The likes of American Apparel and Abercrombie & Fitch expect their sales staff to conform to a narrow conception of beauty, sometimes even calling them "models" so they can reject those whose faces don't fi.

If you work in a sales position, you might have a uniform. It may be a T-shirt, branded with the company’s logo. Or it might be the garments that your workplace sells, which always takes a chunk out of your pay cheque. You’ll be required to look presentable, with clean teeth and hair and clothes. However, several clothing retailers operating in Britain - including American Apparel, Abercrombie & Fitch, and Burberry - take their required standards of appearance much further.

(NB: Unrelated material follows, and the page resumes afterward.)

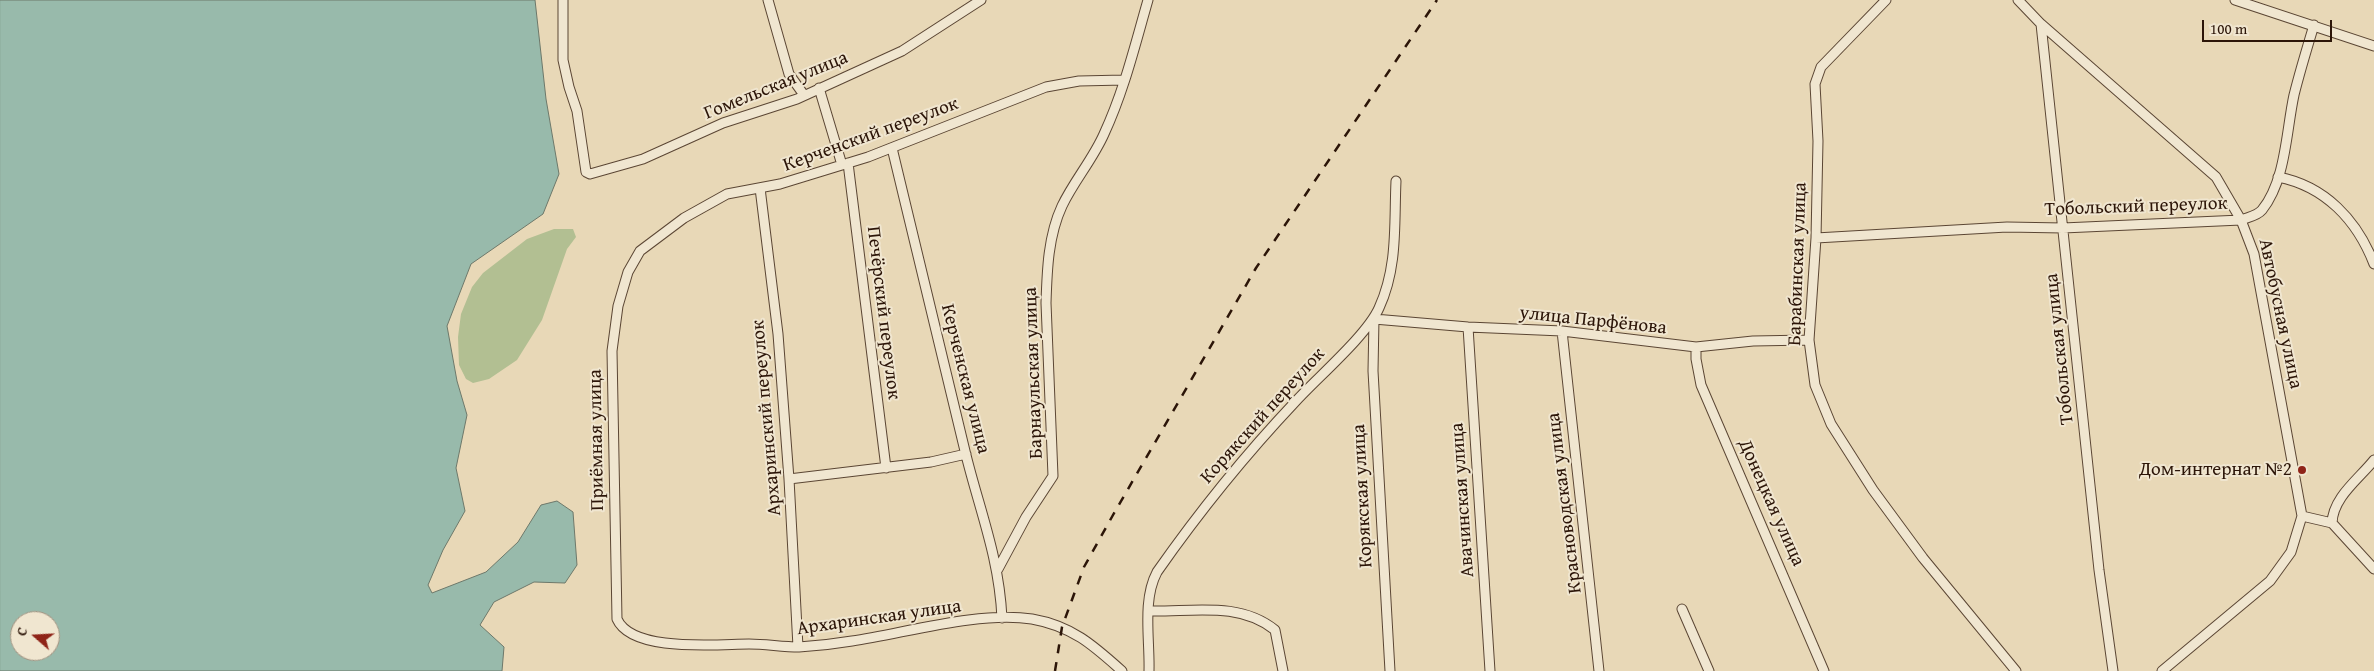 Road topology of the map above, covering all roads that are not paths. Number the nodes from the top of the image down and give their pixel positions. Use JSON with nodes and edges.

Tom* started to work for Burberry in 2012. Before he was offered a sales position on the shop floor, he was photographed. Snaps of his face, profile and full body were attached to his CV. During training he describes a “constant stress on appearance, being fresh-faced and clean-cut”. His work guide contained an appearance manual, with rules about hair, facial hair, make-up and glasses. He says “there were many incidents in-store where sales associates were told to wear more make-up and go home to wash their hair or shave their beards. One memory that sticks in my mind was when the womenswear manager joked that if her saleswomen put on weight then she would send them to work for menswear”. Tom worked in womenswear and noted that all his sales colleagues were slim, tall and conventionally attractive. He occasionally returns to the store to see old workmates and adds that women are now required to wear heels for the majority of the day and trousers are banned. (Burberry was approached for comment on this article, but has yet to respond.)

An internal email leaked to Gawker in 2010 outlines the strict personal grooming standards expected from American Apparel sales staff. The guide stipulates that “makeup is to be kept to a minimum – please take this very seriously” and that having a fringe is “not part of the direction we’re moving in”. Another rule is that “hair must be kept your natural colour” and “long, healthy, natural hair” is encouraged, meaning that “excessive blow-drying” is banned. There are notes on mascara, eyeliner, eyeshadow, blusher, foundation, lip gloss, and eyebrow plucking. 

Liquid foundation is banned, so you have to show your skin imperfections every day that you work in store. If you’re a female with short hair, you won’t be hired at American Apparel. It doesn’t fit in with their image. If you dye your hair, you won’t be working at American Apparel. You get the idea.

According to the leaked memo, “American Apparel is a retailer that celebrates natural beauty. We encourage employees to feel comfortable in their natural skin and natural state”. The word "natural" is cropping up quite a lot here. I can only surmise that by ‘natural’ they mean ‘born this way’. There are always some who fit in better with what we, as a society, believe conventional ‘natural beauty’ to be than others, which makes the "everyone is naturally beautiful" argument completely meaningless. American Apparel’s appearance standards eradicate personal expression and could encourage discrimination against women of colour, epitomised by the statement of a former manager, who was told to “find some of these classy black girls, with nice hair” and turn away “trashy” black women who applied for sales positions.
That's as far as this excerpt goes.